А пленные болгарские солдаты в ужасе смотрят на солдат Антанты, среди которых порядочно арабов и негров, и умоляют не отдавать их им на съедение: офицеры им разъяснили, что те едят людей живьем.

Но кое-кто из македонцев хочет примкнуть к хозяевам не за страх, а за совесть — она же частенько подсказывает возвести нужду в добродетель. Вот перекрикиваются через линию фронта двоюродные братья:

«— Если ты сербом скажешься, — кричит Стоян, — я тебе голову на кол надену.

— Если ты болгарином запишешься, — отвечает Наке, — я с тебя с живого шкуру спущу».

Но всем в конце концов это надоедает: «Что за судьба, мать ее, пришли сербы — где болгары, пришли болгары — ищут сербов».

А попутно выселяют турок. Что тоже вызывает противоречивые чувства.

«— Этих не надо выселять, они люди мирные и бедные.

— Молчи ты, их землю нам отдадут».

И вот приходит желанный мир, но дети успели умереть от голода и эпидемий, муж спивается и погибает, зато сербы укрепляются, сербские жандармы назначают мужичью новые сербские фамилии.

«— С сегодняшнего дня ты Станкович. И забудь это — Прпуш, больше нет никакого Прпуша. Понятно тебе? Теперь ты господин, а не шантрапа, как раньше. <…>

На каждые три села по жандармскому участку. Строятся, вернее, сами и строим. Что творится на свете! Говорят, все мужчины, которые не нашли работу в Сербии, будут у нас жандармами. Сербия переселяется в Македонию, шепчутся люди, пол-Сербии у нас. Уже и сербские села появляются. Завтра скажут: „Досюда говорят по-сербски, значит, досюда наше“».

Кому-то не хочется только шептаться, и он бросает бомбу в участок. А жандармы хватают «всякое мужичье» и профилактически избивают, — вдруг кто-то что-то слышал.

И это безо всякой ЧК, безо всякого гестапо, безо всякого коммунизма или фашизма — просто Давид побольше желает удержать в повиновении Давида поменьше. А поскольку разница в силе не так велика, ему приходится компенсировать свою слабость жестокостью.

Напрашивается вопрос, что лучше: один могучий Голиаф, чью монополию на насилие оспорить почти невозможно, или десятки и сотни слабых, которым нужно лезть из кожи вон, чтобы сохранить эту монополию?

Сталин, однако, оказался недостоин роли мудрого Голиафа, грубо нарушив даже элементарный завет Вергилия: «Римлянин! Ты научись народами править державно — / В этом искусство твое! — налагать условия мира, / Милость покорным являть и смирять войною надменных!»

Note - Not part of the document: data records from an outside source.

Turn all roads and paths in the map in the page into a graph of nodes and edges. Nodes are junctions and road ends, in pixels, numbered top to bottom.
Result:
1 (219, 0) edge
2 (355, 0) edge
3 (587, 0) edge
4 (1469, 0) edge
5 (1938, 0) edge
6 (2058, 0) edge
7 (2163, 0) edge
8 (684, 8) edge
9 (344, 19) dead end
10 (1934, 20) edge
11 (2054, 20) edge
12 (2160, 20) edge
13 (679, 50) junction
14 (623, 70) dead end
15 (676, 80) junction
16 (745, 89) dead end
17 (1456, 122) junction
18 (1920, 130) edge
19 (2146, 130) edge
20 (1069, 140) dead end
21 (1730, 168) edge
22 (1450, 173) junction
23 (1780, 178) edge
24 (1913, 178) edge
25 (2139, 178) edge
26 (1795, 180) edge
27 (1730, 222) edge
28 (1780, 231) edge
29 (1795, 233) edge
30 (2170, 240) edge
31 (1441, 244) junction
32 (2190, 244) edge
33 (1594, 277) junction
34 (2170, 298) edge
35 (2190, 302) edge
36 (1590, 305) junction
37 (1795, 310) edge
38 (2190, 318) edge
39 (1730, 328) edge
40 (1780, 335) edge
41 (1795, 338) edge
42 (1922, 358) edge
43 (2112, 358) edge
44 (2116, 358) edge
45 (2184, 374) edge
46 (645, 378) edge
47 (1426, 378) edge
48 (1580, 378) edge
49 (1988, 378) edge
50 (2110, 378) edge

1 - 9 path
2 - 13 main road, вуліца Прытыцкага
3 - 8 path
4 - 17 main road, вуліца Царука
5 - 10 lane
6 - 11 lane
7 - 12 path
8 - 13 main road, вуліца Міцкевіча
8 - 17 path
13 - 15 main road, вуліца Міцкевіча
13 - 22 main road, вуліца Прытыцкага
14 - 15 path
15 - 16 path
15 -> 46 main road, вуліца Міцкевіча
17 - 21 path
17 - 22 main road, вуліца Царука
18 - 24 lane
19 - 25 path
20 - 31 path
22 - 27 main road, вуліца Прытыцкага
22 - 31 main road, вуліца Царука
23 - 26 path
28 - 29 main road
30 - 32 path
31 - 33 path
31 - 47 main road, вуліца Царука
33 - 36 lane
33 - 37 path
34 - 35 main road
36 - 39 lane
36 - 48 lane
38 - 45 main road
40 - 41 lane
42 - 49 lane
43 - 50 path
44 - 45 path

Сталин нарушил даже это, минимальнейшее требование имперской техники безопасности. Попутно разрушив и нарождающуюся новую идентичность. Ведь это не пропагандистский фантом: было совсем немало людей, которые идентифицировали себя не только с собственным этносом, но и со всем многонациональным государством. Возможно, они были в меньшинстве, но ведь имперская аристократия нигде не составляла большинства. И все-таки она довольно долго удерживала в узде национализм — истинную чуму XX века: ведь дорогу коммунистам и фашистам проложили националисты, взорвавшие европейское равновесие. Сделав ставку на этнический, а не на общегосударственный патриотизм, Сталин и ускорил процесс распада.